In 1997 Ann designed an Island history course for adults — The Short Course in Island History — to help support the high school program. Until her retirement from the high school project a few years back, Ann charged a modest fee for the course. Now and for the past several years she has offered it free in summer, usually in July or August. Since it was inaugurated, Ann estimates that more than 300 Islanders and longtime summer visitors have taken the course.
Ms. Allen’s current Island History Course Spring ’09 is taking place over nine weekly lectures at the Vineyard Haven Public Library, each talk running from 6:15 p.m. to 8:35 p.m., with a short break for coffee and cookies (home-baked by the historian herself). The class for Tuesday, April 21 was billed as Camp Ground to Cottage City: We Become A Summer Resort. The second-to-last class in the series is scheduled for Tuesday, April 28, and the subject will be Our Multicultural Island: Natives, Immigrants and Visitors. The final class will he held on Saturday, May 2, from 1 to 4 p.m. and will include an open discussion and guest speakers Kent Healy and June Manning.

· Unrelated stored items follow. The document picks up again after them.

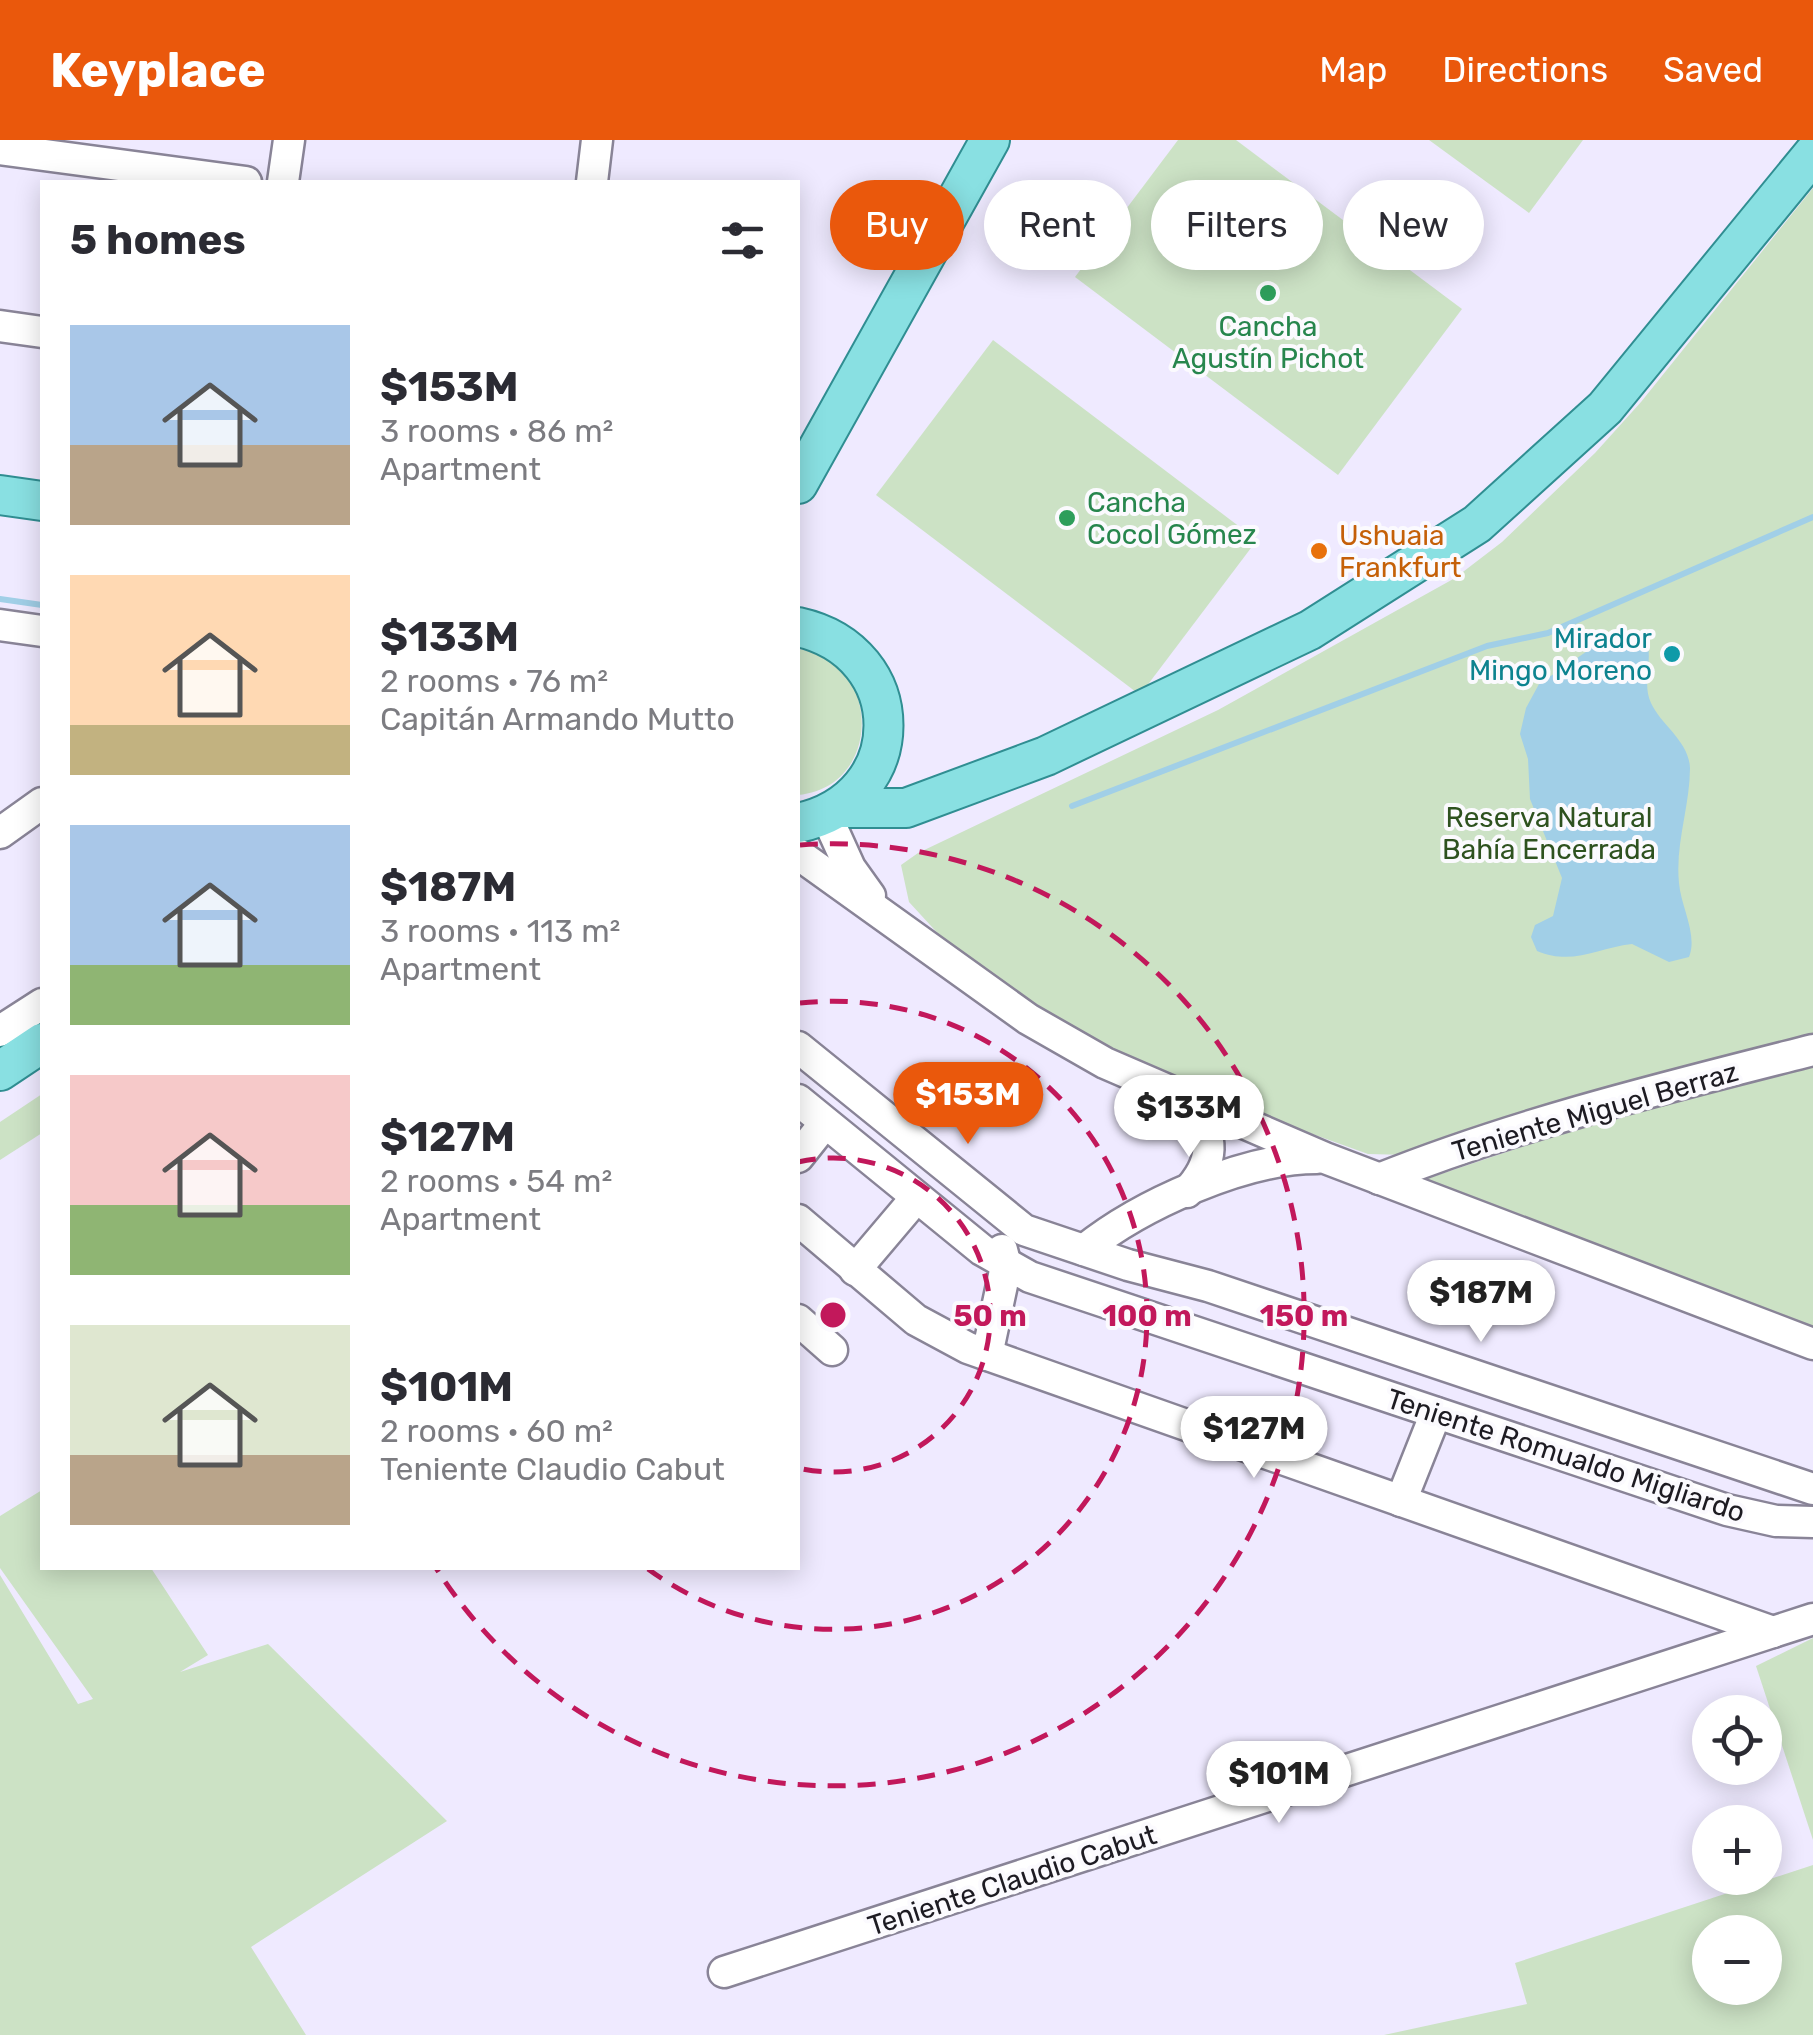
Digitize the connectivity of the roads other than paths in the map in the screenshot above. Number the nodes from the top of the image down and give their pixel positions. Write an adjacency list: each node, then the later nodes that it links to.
1 (289, 140): 7 (street)
2 (597, 140): 8 (street)
3 (990, 140): 11 (main road)
4 (0, 149): 6 (street)
5 (1813, 154): 19 (main road)
6 (231, 180)
7 (283, 180)
8 (592, 180)
9 (0, 326): 10 (street)
10 (40, 332)
11 (810, 440): 12 (main road)
12 (800, 477)
13 (0, 495): 14 (main road)
14 (40, 501)
15 (0, 625): 17 (street)
16 (805, 626): 19 (main road)
17 (40, 631)
18 (40, 804): 20 (street)
19 (821, 816): 22 (street)
20 (0, 832)
21 (800, 855): 22 (street)
22 (896, 924): 30 (street)
23 (40, 1005): 24 (street)
24 (0, 1031)
25 (40, 1044): 28 (main road)
26 (800, 1049): 38 (street, Teniente Romualdo Migliardo)
27 (1813, 1050): 34 (street, Teniente Miguel Berraz)
28 (0, 1071)
29 (800, 1102): 31 (street, Teniente Romualdo Migliardo)
30 (1191, 1104): 33 (street); 35 (street)
31 (825, 1123): 32 (street); 36 (street, Teniente Romualdo Migliardo)
32 (800, 1154)
33 (1325, 1158): 34 (street); 35 (street)
34 (1379, 1179): 45 (street)
35 (1187, 1192): 39 (street)
36 (916, 1198): 41 (street, Teniente Romualdo Migliardo); 42 (street)
37 (800, 1222): 42 (street)
38 (1024, 1230): 39 (street, Teniente Romualdo Migliardo); 41 (street)
39 (1084, 1250): 40 (street, Teniente Romualdo Migliardo)
40 (1128, 1265): 43 (street); 49 (street, Teniente Romualdo Migliardo)
41 (1006, 1266): 43 (street, Teniente Romualdo Migliardo); 47 (street)
42 (855, 1270): 47 (street)
43 (1114, 1305): 48 (street, Teniente Romualdo Migliardo)
44 (800, 1322): 46 (street)
45 (1813, 1344)
46 (832, 1350)
47 (987, 1354): 50 (street)
48 (1436, 1413): 50 (street); 51 (street, Teniente Romualdo Migliardo)
49 (1813, 1489)
50 (1401, 1501): 53 (street)
51 (1813, 1522)
52 (1813, 1618): 53 (street, Teniente Claudio Cabut)
53 (1773, 1632): 54 (street, Teniente Claudio Cabut)
54 (724, 1972)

When this reporter caught up with Ms. Allen for her April 13 lecture entitled Whaling: The Vineyard Goes Global, she found a slim woman with vivid blue eyes and a lustrous bob of silver hair addressing a standing room only crowd in the library’s lecture hall. Dressed in a white-collared shirt, a denim jacket, black trousers and navy blue tennis shoes, Ms. Allen was the very image of the very Vineyard historian.
Our lecturer took us through the early days of along-shore whaling, how placing try-pots (cauldrons for rendering whale oil) on the decks of whaling ships in 1750 turned the vessels into factory ships and eventually allowed them to extend their voyages into the Pacific for three and four year tours. She explained that Nantucket was the whaling capital in the 18th century but that a sandbar across the mouth of Nantucket harbor, over which the increasingly large factory ships could not pass, caused a steep decline in Nantucket’s output by the mid-19th century.
Reporting that the Vineyard is thought to have supplied more personnel to the whale fishery than any other area in New England, she gave her students a dramatic insight into the relatively minor role we played as whaleship owners: whereas in the near-century 1784 to 1876 a total of 61 ships were registered in Edgartown and Holmes Hole combined, 364 were registered in Nantucket and 736 in New Bedford in that same period. Shortly before the Civil War, the discovery of in-ground petroleum in Pennsylvania signaled the eventual decline of the whale oil market. Meanwhile the new incursion into the Arctic, led by Vineyarders such as the renowned Hartson Bodfish, on the hunt for bone (baleen) in bowhead whales, kept the business alive for another few decades — at least until 1907 when an abrupt change in women’s fashions, from hoop skirts and corsetted “wasp” waists to the “slim look” put the last of the whalers out of business.
Armed with meticulous notations and dates on both sides of a standing blackboard, Ann Allen’s attention to detail, warm smiles, wry humor, and talent for bringing alive the images of men and women and, as at that night’s lecture, whales long dead, made for a sprightly two-and-a-quarter hour talk.